- **Requirement**
Copy each line containing the word "scale" from the records that follow, please.
====== Dataset content ======
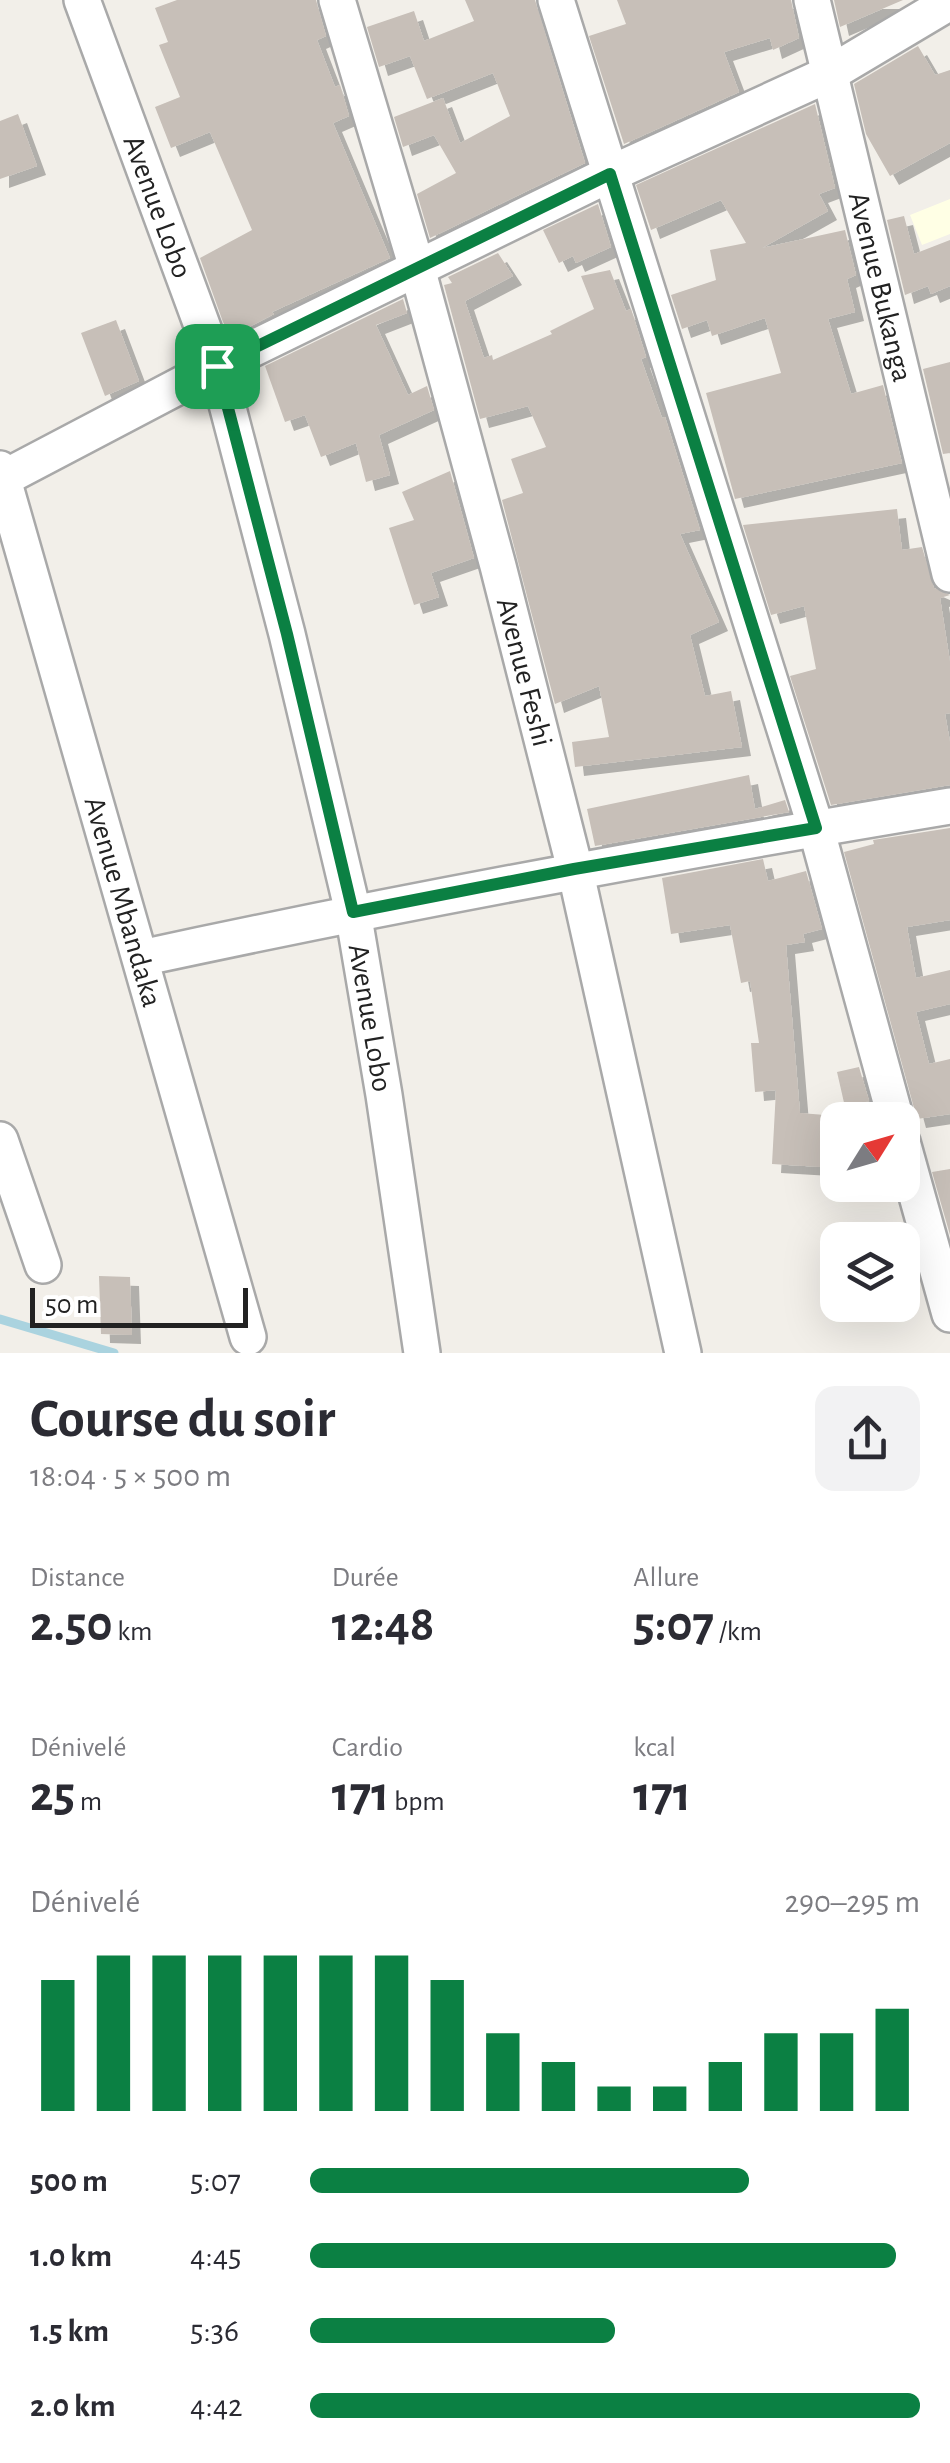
<!DOCTYPE html>
<html lang="fr">
<head>
<meta charset="utf-8">
<style>
	:root { --surface:#fff; --page:#f2f2f3; --text:#2b2b33; --muted:#7c7c81; --accent:#0b8043 }
	body { margin:0; font-family:"Alegreya Sans",sans-serif; background:var(--page); color:var(--text); height:100vh; display:flex; flex-direction:column; font-size:38px; white-space:nowrap }
	* { box-sizing:border-box; margin:0 }
	p { font-size:32px; color:var(--muted) }
	.icon { flex:none; width:55px; height:55px; fill:none; stroke:currentColor; stroke-width:2; stroke-linecap:round; stroke-linejoin:round }
	.map { position:relative; height:1353px; overflow:hidden }
	.drawer { display:flex; flex-direction:column; background:var(--surface); flex:1 }
	.drawer>* { flex:none }
	.needle { width:65px; rotate:53deg }
	.tools { position:absolute; left:820px; top:1102px; display:grid; gap:20px }
	.tools a { display:grid; place-items:center; width:100px; height:100px; border-radius:20px; background:var(--surface); box-shadow:0 10px 40px #0002; font-size:50px }
	.scale { position:absolute; left:30px; bottom:25px; width:218px; box-sizing:border-box; padding-left:10px; border:5px solid #222; border-top:0; font-size:28px; line-height:35px; white-space:nowrap; color:#222; -webkit-text-stroke:8px #fff; paint-order:stroke }
	.pin { position:absolute; display:grid; place-items:center; width:85px; height:85px; color:#fff; margin:-42px; border-radius:20px; box-shadow:0 5px 15px #0006 }
	.round { display:grid; place-items:center; flex:none; width:105px; height:105px; border-radius:20px; background:var(--page) }
	.head { display:flex; align-items:center; justify-content:space-between; height:170px; padding:0 30px }
	h1 { font-size:55px; font-weight:600; line-height:75px }
	.metrics { display:grid; grid-template-columns:repeat(3,1fr); gap:15px; height:170px; padding:10px 30px }
	.metrics div { display:grid; align-content:center }
	.metrics b { font-size:50px; font-weight:600 }
	.metrics small { font-size:28px; font-weight:400 }
	.metrics p { font-size:28px }
	.chart { height:280px; padding:20px 30px }
	.chart p { display:flex; justify-content:space-between }
	.chart svg { width:100%; height:180px; margin-top:10px; stroke:var(--accent); stroke-width:6 }
	ul { padding:0 30px; list-style:none; font-size:32px }
	li { display:grid; grid-template-columns:160px 120px 1fr; align-items:center; height:75px }
	li i { height:25px; border-radius:12px; background:var(--accent) }
	.map>svg:first-child { display:block }
	.education { fill:#ffffe5 }
	.lines { fill:none; stroke-linecap:round; stroke-linejoin:round }
	.stream { stroke:#aad3df; stroke-width:9 }
	.building { fill:#c7bfb8; filter:url(#shadow) }
	.minor-casing { stroke:#a9a9a9; stroke-width:40 }
	.minor { stroke:#fff; stroke-width:35 }
	.route-casing { stroke:#fff; stroke-width:20 }
	.route { stroke:#0b8043; stroke-width:12 }
	.labels { text-anchor:middle; stroke-width:8; stroke-linejoin:round; paint-order:stroke }
	.street-label { font-size:30px; fill:#222; stroke:#fff }
</style>
</head>
<body>
<div class="map">
<svg width="950" height="1353" viewBox="0 0 950 1353">
	<defs>
		<filter id="shadow"><feDropShadow dx="9" dy="9" stdDeviation="0" flood-color="#0004"/></filter>
	</defs>
	<rect width="100%" height="100%" fill="#f2efe9"/>
	<!-- education -->
	<path class="education" d="M950 199V234L922 245 910 215Z"/>
	<g class="lines">
		<!-- stream -->
		<path class="stream" d="M0 1319 114 1353"/>
	</g>
	<!-- building -->
	<path class="building" d="M177 0H316L326 36 317 40 335 87 340 85 349 116 333 123 390 258 272 312 274 314 237 333 232 324 226 327 223 322 200 258 252 230 210 132 171 148 155 107 180 97 159 45 168 42 155 8Z
		M465 0H535L585 163 430 238 417 194 456 173 434 135 403 147 394 117 443 98 460 143 510 116 493 73 427 99 410 56 379 67 367 27 414 11 424 41 474 21Z
		M617 0H791L799 38 773 50 770 38 724 52 739 92 624 144 589 36 626 24Z
		M834 0H903L840 27Z
		M918 46 935 75 950 70V143L890 176 866 134 854 84Z
		M815 104 835 188 819 194 828 211 762 248 845 230 856 275 847 279 855 312 828 319 851 394 883 385 902 463 735 499 706 393 781 373 765 318 712 336 707 320 682 329 671 295 716 280 710 250 746 243 721 200 651 230 636 185Z
		M18 114 37 166 0 179V121Z
		M598 204 611 247 576 263 573 256 559 263 543 230Z
		M904 216 914 254 950 240V286L931 294 928 286 905 295 887 220Z
		M498 253 513 276 465 301 484 358 492 355 493 360 552 334 550 331 594 309 581 276 610 270 626 311 631 309 646 357 641 359 662 418 665 417 700 530 680 534 719 622 690 635 705 696 731 691 742 747 575 767 572 742 609 737 599 686 555 704 502 500 523 493 511 459 546 447 528 406 480 419 444 285 452 283 448 277Z
		M403 299 407 313 376 325 408 395 427 386 434 410 379 435 390 475 366 482 356 443 321 457 305 415 285 422 265 366Z
		M116 320 139 381 105 396 81 333Z
		M950 362V453L943 454 923 369Z
		M450 471 474 558 431 573 439 597 414 605 389 528 414 520 402 492Z
		M897 509 902 550 922 547 934 588 950 595 940 598 950 662V713L945 714 950 742V785L831 805 790 676 816 669 804 606 771 615 743 525Z
		M749 775 755 809 785 800 789 812 595 846 587 809Z
		M950 828V920L907 927 916 978 950 970V1004L916 1012 929 1064 950 1059V1114L917 1119 844 852 874 844 873 840Z
		M763 859 768 881 806 871 822 929 803 934 805 942 786 945 800 1113 838 1116V1168L772 1164 776 1090 755 1092 751 1043H759L750 981 741 983 730 925 671 934 662 878Z
		M859 1067 869 1101 845 1107 837 1072Z
		M950 1169V1235L932 1172Z
		M99 1276 130 1277 132 1335 101 1334Z"/>
	<g class="lines">
		<!-- minor casing -->
		<g class="minor-casing">
			<g id="minor">
				<path id="s1" d="M82 0 217 366 287 634 353 912 384 1095 422 1353"/>
				<path id="s2" d="M337 0 417 268 498 566 575 869 683 1353"/>
				<path d="M556 0 816 828 896 1120"/>
				<path id="s3" d="M812 0 950 574"/>
				<path id="s4" d="M0 469 248 1337"/>
				<path d="M0 480 217 366 610 174 829 74 950 2"/>
				<path d="M141 958C409 900 679 851 950 806"/>
				<path d="M0 1140 43 1265"/>
				<path d="M902 1142 950 1314"/>
			</g>
		</g>
		<!-- minor -->
		<use href="#minor" class="minor"/>
	</g>
	<g class="lines">
		<!-- route casing -->
		<g class="route-casing">
			<path id="route" d="M610 174 816 828 574 869 353 912 287 634 217 366Z"/>
		</g>
		<!-- route -->
		<use href="#route" class="route"/>
	</g>
	<g class="labels">
		<!-- street labels -->
		<g class="street-label">
			<text dy="10" stroke="none"><textPath href="#s1" startOffset="220">Avenue Lobo</textPath></text>
			<text dy="10" stroke="none"><textPath href="#s3" startOffset="295">Avenue Bukanga</textPath></text>
			<text dy="10" stroke="none"><textPath href="#s2" startOffset="698">Avenue Feshi</textPath></text>
			<text dy="10" stroke="none"><textPath href="#s4" startOffset="450">Avenue Mbandaka</textPath></text>
			<text dy="10" stroke="none"><textPath href="#s1" startOffset="1060">Avenue Lobo</textPath></text>
		</g>
	</g>
</svg>
<div class="tools">
<a><svg class="needle" viewBox="-14 -14 28 28"><path d="M0-13l5 13h-10z" fill="#e53935"/><path d="M0 13l5-13h-10z" fill="#7c7c81"/></svg></a>
<a><svg class="icon" aria-label="layers" viewBox="0 0 24 24"><path d="M12 4l9 5-9 5-9-5zM3 14l9 5 9-5"/></svg></a>
</div>
<div class="scale">50 m</div>
<div class="pin" style="left:217px;top:366px;background:#1e9e55"><svg class="icon" aria-label="arrive" viewBox="0 0 24 24"><path d="M6 21V4h12l-3 4 3 4H6"/></svg></div>
</div>
<section class="drawer">
<div class="head"><div><h1>Course du soir</h1><p>18:04 · 5 × 500 m</p></div><a class="round"><svg class="icon" aria-label="share" viewBox="0 0 24 24"><path d="M12 15V3M7 8l5-5 5 5M5 13v7h14v-7"/></svg></a></div>
<div class="metrics">
<div><p>Distance</p><b>2.50<small> km</small></b></div>
<div><p>Durée</p><b>12:48</b></div>
<div><p>Allure</p><b>5:07<small> /km</small></b></div>
</div>
<div class="metrics">
<div><p>Dénivelé</p><b>25<small> m</small></b></div>
<div><p>Cardio</p><b>171<small> bpm</small></b></div>
<div><p>kcal</p><b>171</b></div>
</div>
<div class="chart"><p><span>Dénivelé</span>290–295 m</p>
<svg viewBox="0 0 160 44" preserveAspectRatio="none"><path d="M5 44V12M15 44V6M25 44V6M35 44V6M45 44V6M55 44V6M65 44V6M75 44V12M85 44V25M95 44V32M105 44V38M115 44V38M125 44V32M135 44V25M145 44V25M155 44V19"/></svg>
</div>
<ul>
<li><b>500 m</b>5:07<i style="width:72%"></i></li>
<li><b>1.0 km</b>4:45<i style="width:96%"></i></li>
<li><b>1.5 km</b>5:36<i style="width:50%"></i></li>
<li><b>2.0 km</b>4:42<i style="width:100%"></i></li>
</ul>
</section>
</body>
</html>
======
- **Answer section**
	.scale { position:absolute; left:30px; bottom:25px; width:218px; box-sizing:border-box; padding-left:10px; border:5px solid #222; border-top:0; font-size:28px; line-height:35px; white-space:nowrap; color:#222; -webkit-text-stroke:8px #fff; paint-order:stroke }
<div class="scale">50 m</div>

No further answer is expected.